Geofluids

Multiscale Hydro-Mechanical Response of Gas/Water Migration in Geomaterials


Publishing date
01 Feb 2022
Status
Published
Submission deadline
24 Sep 2021

Lead Editor
Guest Editors

1China University of Mining and Technology, Xuzhou, China

2Hefei University of Technology, Hefei, China

3University of Western Australia, Perth, Australia


Multiscale Hydro-Mechanical Response of Gas/Water Migration in Geomaterials

Description

The behavior of gas/water migration in geomaterials has attracted much attention in many engineering practices, such as deep geological disposal for radioactive waste, municipal waste landfills, CO2 capture and geological storage, shale gas/sandstone gas/coal-bed methane extraction, and coal mining.

Owing to the prominent capillary sealing capacity of materials with low permeability, gas migration is normally triggered at relatively high gas pressures and is susceptible to changes in liquid saturation and external stress. These hydro-mechanical responses result in unconventional gas migration behaviors, such as non-Darcy flow, preferential flow, gas breakthrough, dilatancy-controlled gas flow, and fracture-controlled gas flow. In addition, it is important to study the migration of groundwater and gas in coal and rock mass for the safe and efficient exploitation of coal resources. These key issues present challenges to experimental and simulation research in gas migration in geomaterials, especially low permeability geomaterials, which cannot be solved using the traditional two-phase flow theory.

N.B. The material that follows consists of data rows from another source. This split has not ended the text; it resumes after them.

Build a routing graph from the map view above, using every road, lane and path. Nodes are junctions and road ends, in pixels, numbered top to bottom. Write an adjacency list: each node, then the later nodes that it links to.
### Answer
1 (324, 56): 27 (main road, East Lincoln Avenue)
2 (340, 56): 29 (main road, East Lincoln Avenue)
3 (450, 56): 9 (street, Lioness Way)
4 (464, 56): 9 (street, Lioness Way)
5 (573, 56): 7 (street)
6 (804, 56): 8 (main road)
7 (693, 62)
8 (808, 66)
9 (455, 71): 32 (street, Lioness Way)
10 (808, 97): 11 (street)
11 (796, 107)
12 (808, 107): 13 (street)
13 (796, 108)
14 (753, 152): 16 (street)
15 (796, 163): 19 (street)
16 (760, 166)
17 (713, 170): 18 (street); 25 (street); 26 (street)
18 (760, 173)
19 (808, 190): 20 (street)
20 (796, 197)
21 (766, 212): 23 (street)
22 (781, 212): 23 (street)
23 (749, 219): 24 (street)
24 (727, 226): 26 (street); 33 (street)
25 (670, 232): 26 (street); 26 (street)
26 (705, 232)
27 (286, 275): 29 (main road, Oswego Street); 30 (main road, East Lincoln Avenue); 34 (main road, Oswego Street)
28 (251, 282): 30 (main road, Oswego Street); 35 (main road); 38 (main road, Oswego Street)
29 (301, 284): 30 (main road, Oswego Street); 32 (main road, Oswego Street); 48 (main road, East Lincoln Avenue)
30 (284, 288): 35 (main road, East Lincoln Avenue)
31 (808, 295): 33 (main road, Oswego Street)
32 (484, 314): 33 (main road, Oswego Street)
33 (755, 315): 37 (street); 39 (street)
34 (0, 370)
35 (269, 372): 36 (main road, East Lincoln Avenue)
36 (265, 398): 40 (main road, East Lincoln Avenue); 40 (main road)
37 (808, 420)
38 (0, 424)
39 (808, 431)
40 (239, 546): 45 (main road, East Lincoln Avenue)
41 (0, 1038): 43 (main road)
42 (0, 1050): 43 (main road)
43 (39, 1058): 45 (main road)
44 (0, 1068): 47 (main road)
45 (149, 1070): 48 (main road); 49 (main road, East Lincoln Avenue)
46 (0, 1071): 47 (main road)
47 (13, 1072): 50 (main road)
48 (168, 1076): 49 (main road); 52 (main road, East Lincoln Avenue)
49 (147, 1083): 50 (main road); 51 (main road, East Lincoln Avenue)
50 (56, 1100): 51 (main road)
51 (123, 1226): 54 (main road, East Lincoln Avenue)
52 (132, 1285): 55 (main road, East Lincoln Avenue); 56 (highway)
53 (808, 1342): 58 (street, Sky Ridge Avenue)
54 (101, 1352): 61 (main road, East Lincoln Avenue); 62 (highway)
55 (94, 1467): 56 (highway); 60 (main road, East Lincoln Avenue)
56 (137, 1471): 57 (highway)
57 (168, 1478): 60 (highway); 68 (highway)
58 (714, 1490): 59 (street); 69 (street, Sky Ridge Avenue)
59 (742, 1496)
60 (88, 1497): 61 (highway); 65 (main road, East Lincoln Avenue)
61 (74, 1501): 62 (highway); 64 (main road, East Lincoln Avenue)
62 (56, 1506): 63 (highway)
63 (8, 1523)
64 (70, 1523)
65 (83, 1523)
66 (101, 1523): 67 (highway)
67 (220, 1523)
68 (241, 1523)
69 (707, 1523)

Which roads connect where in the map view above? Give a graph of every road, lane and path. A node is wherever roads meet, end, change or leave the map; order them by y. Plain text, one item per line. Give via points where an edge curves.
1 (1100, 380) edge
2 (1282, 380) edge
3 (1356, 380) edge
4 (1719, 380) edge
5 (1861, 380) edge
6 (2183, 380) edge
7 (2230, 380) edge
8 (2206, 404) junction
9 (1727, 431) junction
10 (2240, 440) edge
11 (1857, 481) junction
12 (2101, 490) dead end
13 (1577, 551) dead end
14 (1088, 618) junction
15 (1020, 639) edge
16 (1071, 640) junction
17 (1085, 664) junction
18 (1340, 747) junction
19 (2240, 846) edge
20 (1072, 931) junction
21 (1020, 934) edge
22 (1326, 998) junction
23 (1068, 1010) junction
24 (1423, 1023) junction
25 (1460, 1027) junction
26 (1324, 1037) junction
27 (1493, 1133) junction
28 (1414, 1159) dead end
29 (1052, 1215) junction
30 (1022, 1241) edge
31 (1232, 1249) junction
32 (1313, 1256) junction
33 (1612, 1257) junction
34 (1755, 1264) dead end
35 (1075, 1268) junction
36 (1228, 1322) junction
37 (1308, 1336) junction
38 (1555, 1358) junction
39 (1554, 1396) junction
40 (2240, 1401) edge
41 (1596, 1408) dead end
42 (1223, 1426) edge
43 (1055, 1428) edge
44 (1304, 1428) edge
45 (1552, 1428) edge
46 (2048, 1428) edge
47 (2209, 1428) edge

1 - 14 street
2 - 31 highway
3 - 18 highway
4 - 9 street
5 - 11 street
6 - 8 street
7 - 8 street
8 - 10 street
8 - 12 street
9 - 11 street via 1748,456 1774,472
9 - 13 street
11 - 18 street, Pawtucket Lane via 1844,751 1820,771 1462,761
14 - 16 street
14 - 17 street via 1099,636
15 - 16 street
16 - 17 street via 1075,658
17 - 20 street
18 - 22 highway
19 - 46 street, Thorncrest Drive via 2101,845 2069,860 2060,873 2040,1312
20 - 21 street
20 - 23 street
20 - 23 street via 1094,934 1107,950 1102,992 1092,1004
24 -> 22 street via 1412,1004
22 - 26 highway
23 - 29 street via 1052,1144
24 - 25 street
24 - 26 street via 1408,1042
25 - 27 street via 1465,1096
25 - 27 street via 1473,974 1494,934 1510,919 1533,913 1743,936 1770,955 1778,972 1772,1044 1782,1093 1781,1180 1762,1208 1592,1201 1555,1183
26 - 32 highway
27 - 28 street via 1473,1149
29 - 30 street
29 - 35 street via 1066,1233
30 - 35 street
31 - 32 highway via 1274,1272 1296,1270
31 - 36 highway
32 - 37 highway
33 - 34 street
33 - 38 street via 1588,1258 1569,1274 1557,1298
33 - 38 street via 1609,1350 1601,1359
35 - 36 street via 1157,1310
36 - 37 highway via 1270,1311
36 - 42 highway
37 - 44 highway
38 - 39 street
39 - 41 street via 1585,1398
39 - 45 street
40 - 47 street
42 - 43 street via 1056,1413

This Special Issue aims to deepen our understanding of gas/water migration in geomaterials. We encourage submissions focusing on experimental methodology, mechanism analysis, and numerical simulation that could explain hydro-mechanical responses and reveal the coupling mechanisms of gas migration in low permeability geomaterials at macro- and micro-scale. We welcome both original research and review articles.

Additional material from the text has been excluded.